**Directions for this task:** Leaving out any pictures, print the entries that follow exactly as they stand.

+ + + + +

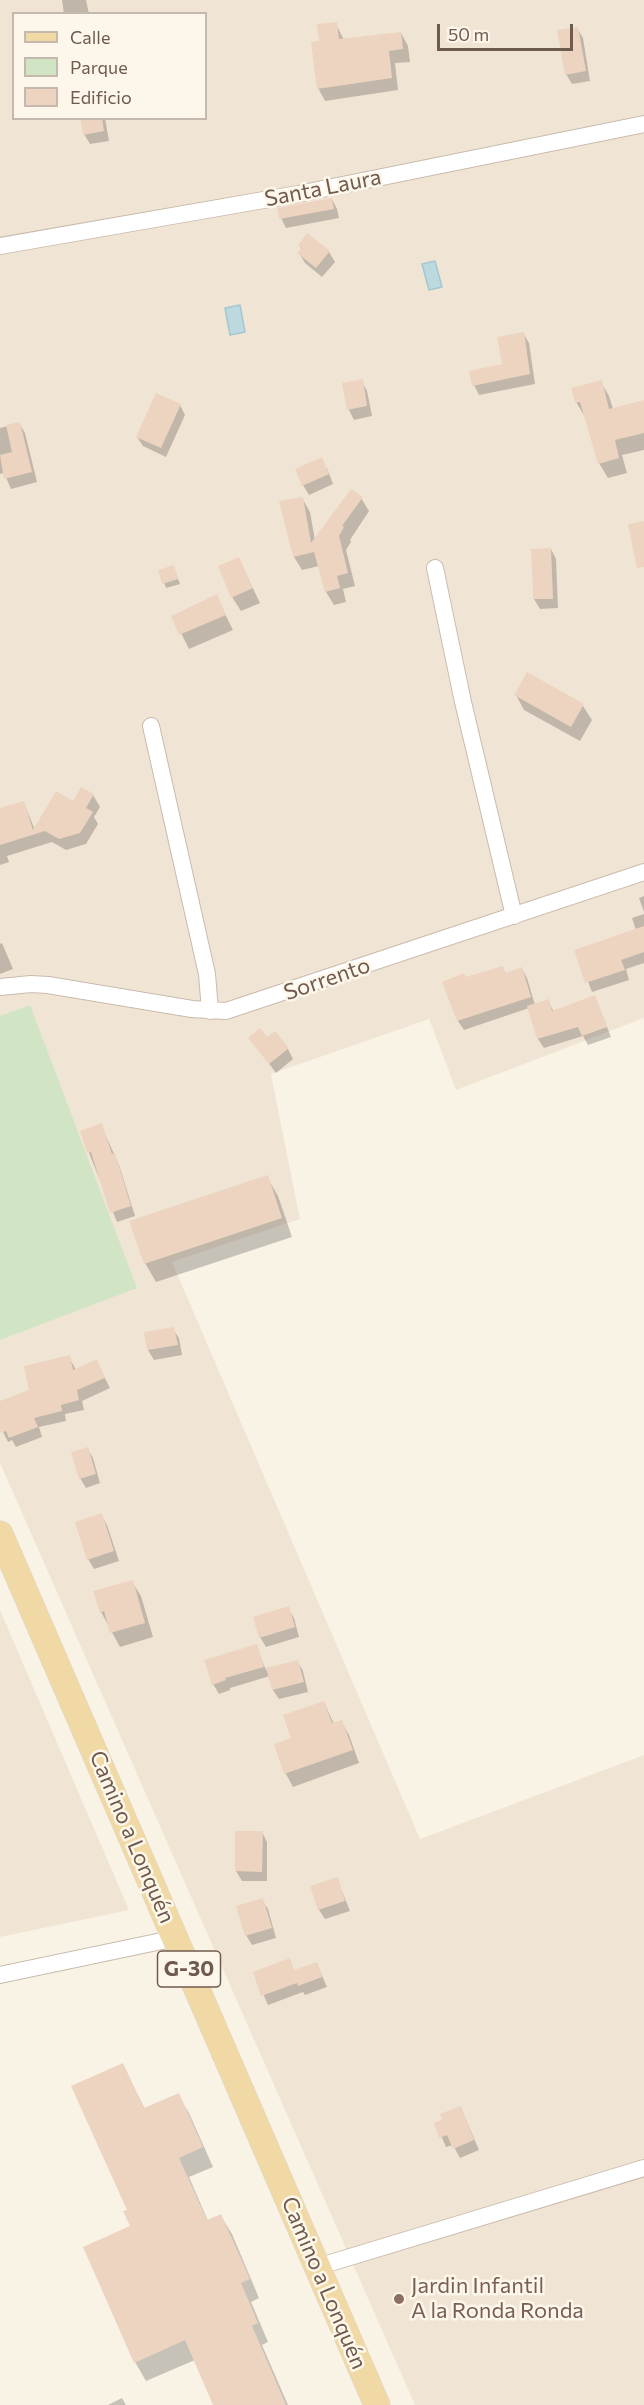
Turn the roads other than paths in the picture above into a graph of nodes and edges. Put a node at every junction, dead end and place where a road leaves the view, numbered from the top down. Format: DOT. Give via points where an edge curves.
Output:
graph roads {
  1 [pos="644,124"];
  2 [pos="0,246"];
  3 [pos="435,568"];
  4 [pos="151,726"];
  5 [pos="644,872"];
  6 [pos="514,916"];
  7 [pos="0,987"];
  8 [pos="210,1011"];
  9 [pos="0,1534"];
  10 [pos="176,1938"];
  11 [pos="0,1975"];
  12 [pos="644,2168"];
  13 [pos="317,2267"];
  14 [pos="377,2405"];
  1 -- 2 [label="street, Santa Laura" via="298,194"];
  3 -- 6 [label="street"];
  4 -- 8 [label="street" via="207,974"];
  5 -- 6 [label="street, Sorrento"];
  6 -- 8 [label="street, Sorrento" via="242,1008"];
  7 -- 8 [label="street, Sorrento" via="48,985"];
  9 -- 10 [label="main road, Camino a Lonquén / G-30"];
  10 -- 11 [label="street"];
  10 -- 13 [label="main road, Camino a Lonquén / G-30"];
  12 -- 13 [label="street"];
  13 -- 14 [label="main road, Camino a Lonquén / G-30"];
}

+ + + + +

**Your response:**
Turn the roads other than paths in the picture above into a graph of nodes and edges. Put a node at every junction, dead end and place where a road leaves the view, numbered from the top down. Format: DOT. Give via points where an edge curves.
Output:
graph roads {
  1 [pos="644,124"];
  2 [pos="0,246"];
  3 [pos="435,568"];
  4 [pos="151,726"];
  5 [pos="644,872"];
  6 [pos="514,916"];
  7 [pos="0,987"];
  8 [pos="210,1011"];
  9 [pos="0,1534"];
  10 [pos="176,1938"];
  11 [pos="0,1975"];
  12 [pos="644,2168"];
  13 [pos="317,2267"];
  14 [pos="377,2405"];
  1 -- 2 [label="street, Santa Laura" via="298,194"];
  3 -- 6 [label="street"];
  4 -- 8 [label="street" via="207,974"];
  5 -- 6 [label="street, Sorrento"];
  6 -- 8 [label="street, Sorrento" via="242,1008"];
  7 -- 8 [label="street, Sorrento" via="48,985"];
  9 -- 10 [label="main road, Camino a Lonquén / G-30"];
  10 -- 11 [label="street"];
  10 -- 13 [label="main road, Camino a Lonquén / G-30"];
  12 -- 13 [label="street"];
  13 -- 14 [label="main road, Camino a Lonquén / G-30"];
}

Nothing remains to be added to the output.